I can't get past thinking, every time I read about the contest which Portia's deceased father has designed to screen her suitors, that it is a lame contest. (Leaving aside the misogyny of it -- it should go without saying that the father dictating, from beyond the grave yet, who should marry his daughter is an atrocious idea.) 30% of petitioners for the fair Portia's hand will marry her without even a thought in their head -- and given that the contest seems designed to weed out the greedy and insufficiently thoughtful, that seems like a major bug. There seem to have been a goodly number of suitors around prior to the beginning of the play, so Shakespeare wants us to believe that everyone chose Gold or Silver, like Morocco and Aragon, and that only a "wise man" (if I'm understanding correctly that wisdom is the criterion) can possibly choose Lead. I'm not quite buying that.

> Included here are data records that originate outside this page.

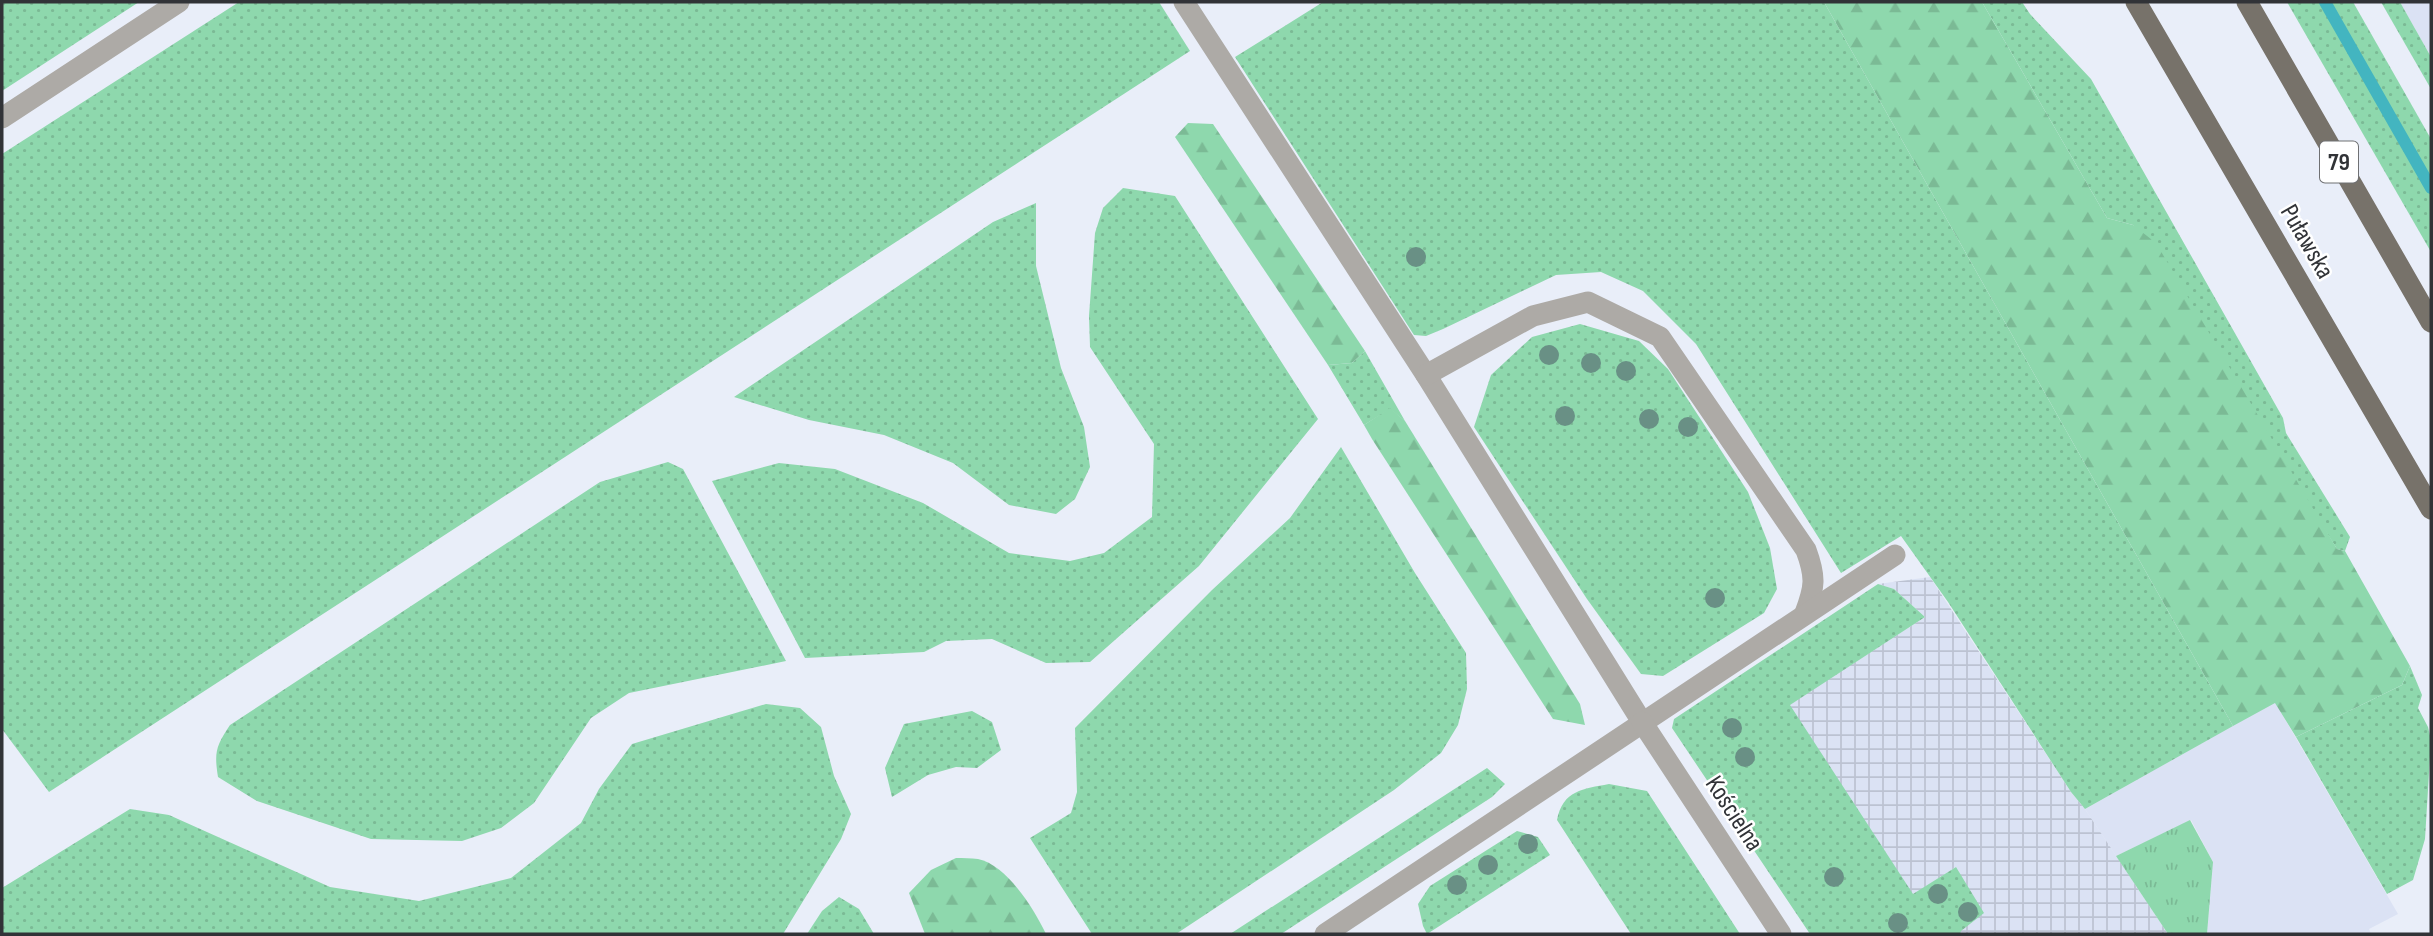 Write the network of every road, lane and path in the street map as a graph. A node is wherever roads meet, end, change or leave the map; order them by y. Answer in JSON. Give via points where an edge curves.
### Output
{"nodes":[{"id":1,"x":179,"y":2,"type":"edge"},
{"id":2,"x":1184,"y":2,"type":"edge"},
{"id":3,"x":2136,"y":2,"type":"edge"},
{"id":4,"x":2246,"y":2,"type":"edge"},
{"id":5,"x":2,"y":118,"type":"edge"},
{"id":6,"x":2431,"y":322,"type":"edge"},
{"id":7,"x":1426,"y":375,"type":"junction"},
{"id":8,"x":2431,"y":509,"type":"edge"},
{"id":9,"x":1895,"y":555,"type":"dead end"},
{"id":10,"x":1805,"y":613,"type":"junction"},
{"id":11,"x":1642,"y":722,"type":"junction"},
{"id":12,"x":1325,"y":934,"type":"edge"},
{"id":13,"x":1781,"y":934,"type":"edge"}],
"edges":[{"from":1,"to":5,"type":"street"},
{"from":2,"to":7,"type":"street","name":"Kościelna"},
{"from":3,"to":8,"type":"main road","name":"Puławska"},
{"from":4,"to":6,"type":"main road","number":"79"},
{"from":7,"to":10,"type":"street","via":[[1533,316],[1588,302],[1660,337],[1806,550],[1814,588]]},
{"from":7,"to":11,"type":"street","name":"Kościelna"},
{"from":9,"to":10,"type":"street"},
{"from":10,"to":11,"type":"street"},
{"from":11,"to":12,"type":"street"},
{"from":11,"to":13,"type":"street","name":"Kościelna"}]} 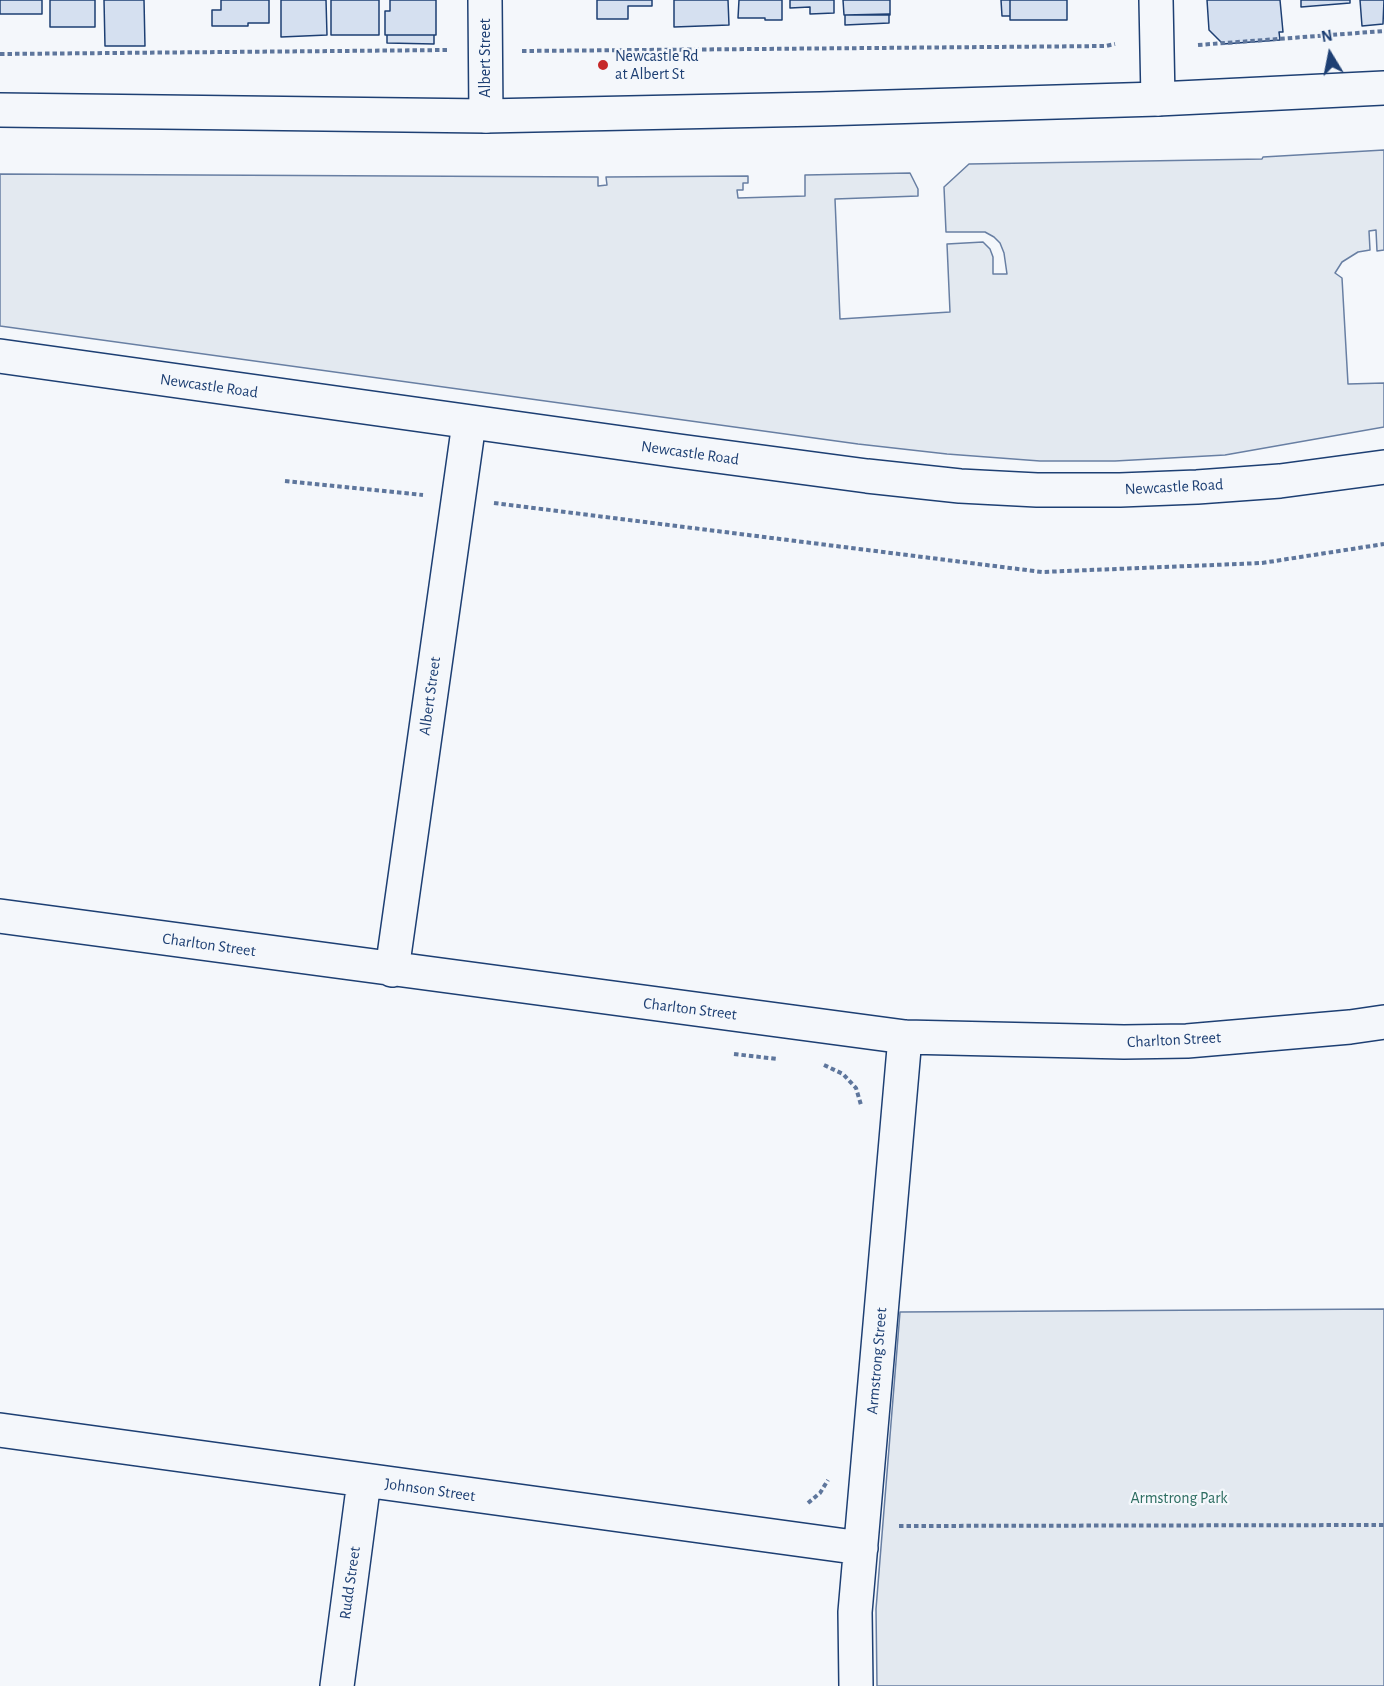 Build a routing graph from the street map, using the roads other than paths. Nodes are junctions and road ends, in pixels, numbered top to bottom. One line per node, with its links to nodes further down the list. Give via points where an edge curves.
1 (485, 0): 6 (main road, Albert Street)
2 (1156, 0): 4 (main road)
3 (1384, 88): 4 (main road)
4 (1158, 99): 6 (main road)
5 (0, 110): 6 (main road)
6 (486, 116)
7 (0, 356): 8 (main road, Newcastle Road)
8 (469, 423): 9 (main road, Newcastle Road, via 971,487 1197,487); 11 (main road, Albert Street)
9 (1384, 467)
10 (0, 916): 11 (main road, Charlton Street)
11 (392, 970): 13 (main road, Charlton Street)
12 (1384, 1022): 13 (main road, Charlton Street, via 1187,1041)
13 (905, 1037): 16 (main road, Armstrong Street)
14 (0, 1430): 15 (main road, Johnson Street)
15 (364, 1481): 16 (main road, Johnson Street); 17 (main road, Rudd Street)
16 (862, 1537): 18 (main road, Armstrong Street, via 855,1612)
17 (337, 1686)
18 (856, 1686) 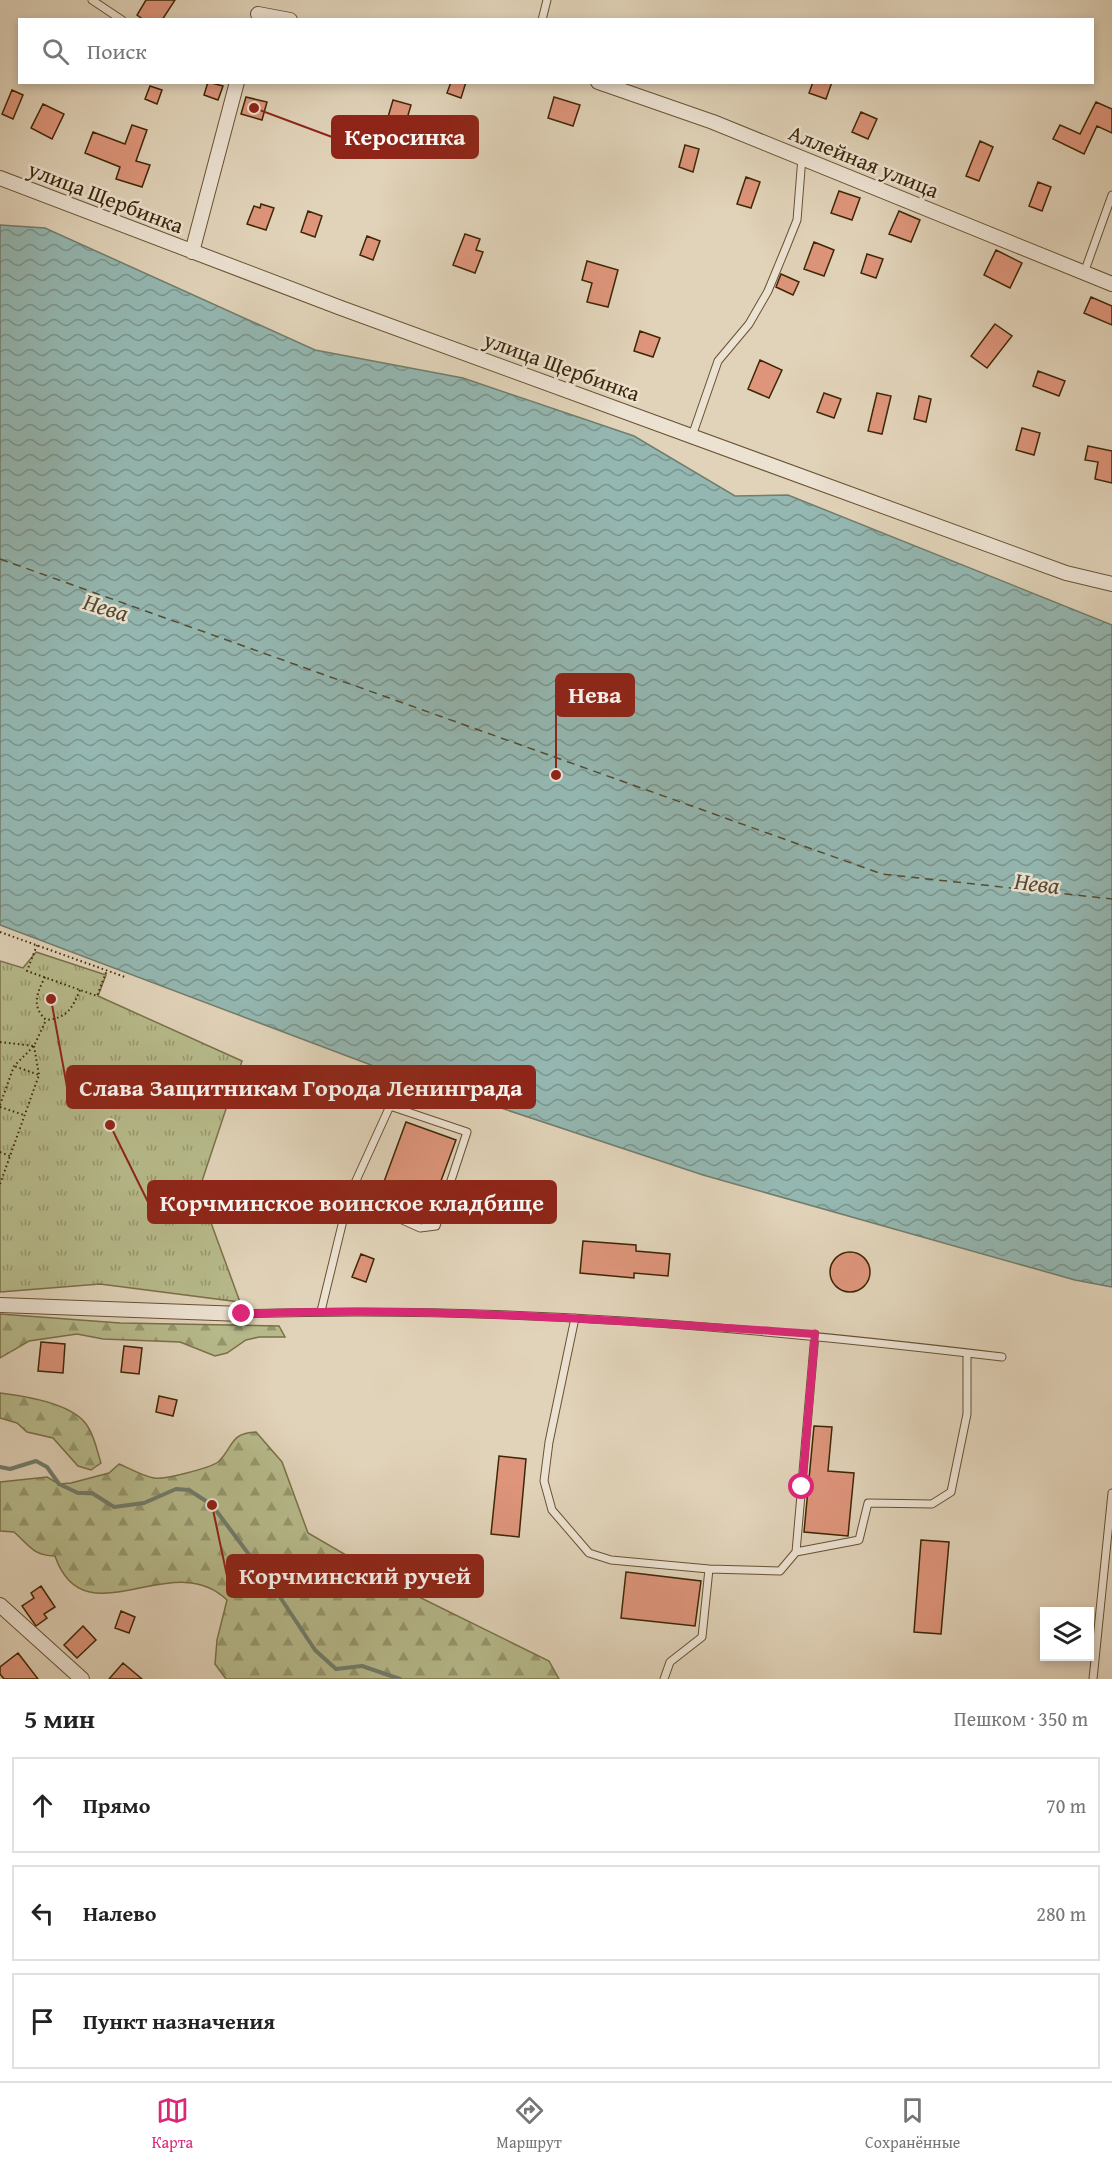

Also -- I want to hear some reverse psychology from the guys as they make their deliberations. "Hm, in very sooth I bet her dad/ Would think that only dumbasses would choose/ The lead -- but hark! The silver's rilly cool/ I wonder what his thinking was in that/..." or something.

posted evening of November 28th, 2007: Respond
➳ More posts about The Merchant of Venice

Monday, November 26th, 2007

🦋 Random thoughts about The Merchant of Venice

  • Jeez, that Portia sure is a piece of work huh. What does Bassanio see in her? (Duh, obviously that she is pretty and wealthy...) I don't have too good of a picture of Bassanio yet.
  • Jessica and Lorenzo, I like them. I get the sense that that is how the author wants me to react, but ok. He is writing well then, to get me to have the reaction he's looking for. (Shades of Roger and Jessica.)
  • Lots of bigotry, right? I always hear about this being the Anti-semitic Shakespeare play but there's plenty of Anti-african sentiment too ("racism" seems like the wrong word somehow?) and of course misogyny.
  • I like the poetry. Something appealing in the movement back and forth between metered dialogue and prose dialogue.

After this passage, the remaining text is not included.